En l’espèce, suivant la déclaration établie le 16 juillet 2008 par l’assistante de direction de la société, l’accident du 12 juillet 2008 est survenu à 10 h 15 alors que M.[F] occupait les fonctions de préparateur de commandes et qu’ 'en reculant avec son chariot électrique, M. [F] en a percuté un autre, il a été éjecté de celui-ci et s’est tordu la cheville gauche'. Il était précisé que l’employeur avait été informé le 16 juillet à 16 h et que M. [L] avait été témoin des faits.

Cette déclaration remplie par un représentant de l’employeur ne présente qu’une version de l’accident.
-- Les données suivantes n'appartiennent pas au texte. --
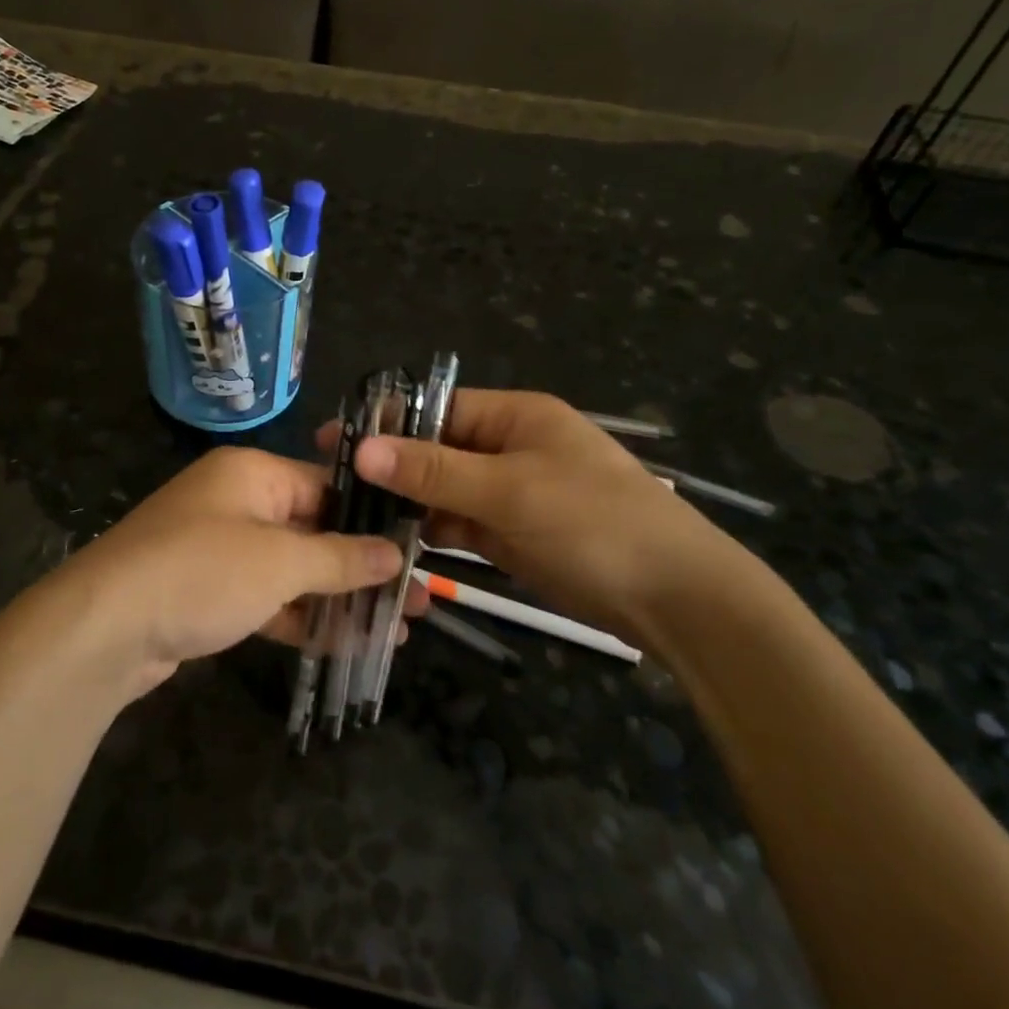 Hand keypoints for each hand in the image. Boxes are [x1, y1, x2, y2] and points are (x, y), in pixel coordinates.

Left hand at [52, 448, 405, 696]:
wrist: (102, 629)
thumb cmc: (201, 573)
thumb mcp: (279, 562)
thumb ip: (340, 558)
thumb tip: (394, 553)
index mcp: (252, 474)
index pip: (327, 486)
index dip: (373, 518)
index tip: (417, 549)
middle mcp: (236, 502)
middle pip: (313, 531)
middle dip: (363, 567)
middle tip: (416, 601)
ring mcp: (219, 549)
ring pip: (291, 570)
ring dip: (337, 599)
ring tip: (394, 630)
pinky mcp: (207, 593)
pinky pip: (265, 598)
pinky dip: (299, 618)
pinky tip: (343, 645)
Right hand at [325, 389, 740, 630]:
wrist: (676, 600)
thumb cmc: (594, 523)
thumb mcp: (510, 491)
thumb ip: (434, 470)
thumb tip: (361, 448)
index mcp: (514, 416)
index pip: (435, 409)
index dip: (386, 423)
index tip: (332, 443)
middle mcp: (508, 447)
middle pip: (435, 450)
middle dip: (390, 467)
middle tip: (331, 487)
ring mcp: (510, 493)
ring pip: (443, 491)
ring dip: (406, 503)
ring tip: (350, 517)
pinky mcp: (512, 534)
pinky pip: (459, 524)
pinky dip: (430, 532)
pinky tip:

Sur les faits, il est produit une attestation de M. [N] qui indique le 15 septembre 2016: L’intérimaire M. [L] avait écrasé le pied gauche de M. [F] le 12 juillet 2008 avec son appareil chargé d’une palette déjà filmée. M. [F] debout contrôlait sa palette et son bon de commande avant de le coller sur la palette, prêt à filmer(…) Après cet accident, M. [L] se vantait d’avoir envoyé un noir à l’hôpital(..). Lui aussi voulait se faire embaucher et après cet accident, il fut embauché(…) Par ailleurs, M. [E] atteste le 20 avril 2016 avoir accouru le 12 juillet 2008 quand l’intérimaire M. [L] venait d’écraser le pied gauche de M. [F], après avoir filmé sa palette, (…),pendant que son appareil était à l’arrêt(…

Si l’employeur met en cause ces attestations, notamment pour leur tardiveté, il ne démontre pas qu’elles soient fausses d’autant qu’elles sont circonstanciées et qu’il n’a pas déposé plainte pour faux témoignage à l’encontre de leur auteur.

Il y a à l’évidence une divergence d’appréciation des circonstances de l’accident, M. [F] démontrant plutôt avoir été percuté par un appareil conduit par un tiers intérimaire. Cependant, on ignore si l’appareil en question nécessitait un CACES pour le conduire, et si l’intérimaire en était titulaire ou pas. Le défaut de sécurité et de formation du personnel n’est donc pas établi.

Les circonstances du 2ème accident le 6 juillet 2009 importent peu puisqu’il est postérieur à celui en litige et ne peut donc y apporter un éclairage particulier.

On ne saurait tirer de conséquences particulières de l’abstention de la société à déférer à la sommation de communiquer qui lui a été faite, dans la mesure où, dans un premier temps, c’est à la victime de l’accident du travail de rapporter la preuve de la faute de son employeur.

Sur la succession d’accidents, il est versé aux débats, un courrier du président du CHSCT informant le 2 octobre 2007 la médecine du travail d’une réunion du comité le 17 octobre suivant avec pour premier sujet de l’ordre du jour, un point sur les accidents du travail. Mais ce courrier à lui seul ne peut valoir preuve d’une succession d’accidents. Il est également produit une édition au 24 octobre 2007 des accidents du travail, laquelle relève depuis le 30 janvier 2007, 10 accidents. Cependant, un seul vise un accident relatif à une circulation : celui du 26 juin 2007, la victime a été percutée par une palette, dû à une manoeuvre effectuée par un de ses collègues, celui-ci est venu se cogner sur son épaule gauche.

Dès lors, il n’est pas démontré que l’employeur avait ou aurait dû avoir conscience du danger qu’il faisait encourir à son salarié et n’a pas pris les mesures pour l’en préserver, sa faute inexcusable ne peut être reconnue.

En conséquence, le jugement entrepris sera confirmé, et M. [F], débouté de l’ensemble de ses demandes.

Eu égard à la décision rendue, aux circonstances et à l’équité, il convient de rejeter les demandes présentées tant par Mr [F] que par la société sur le fondement de l’article 700 du code de procédure civile.

PAR CES MOTIFS

La cour,

Confirme le jugement entrepris,

Y ajoutant,

Dit n’y avoir lieu à application de l’article 700 du code de procédure civile.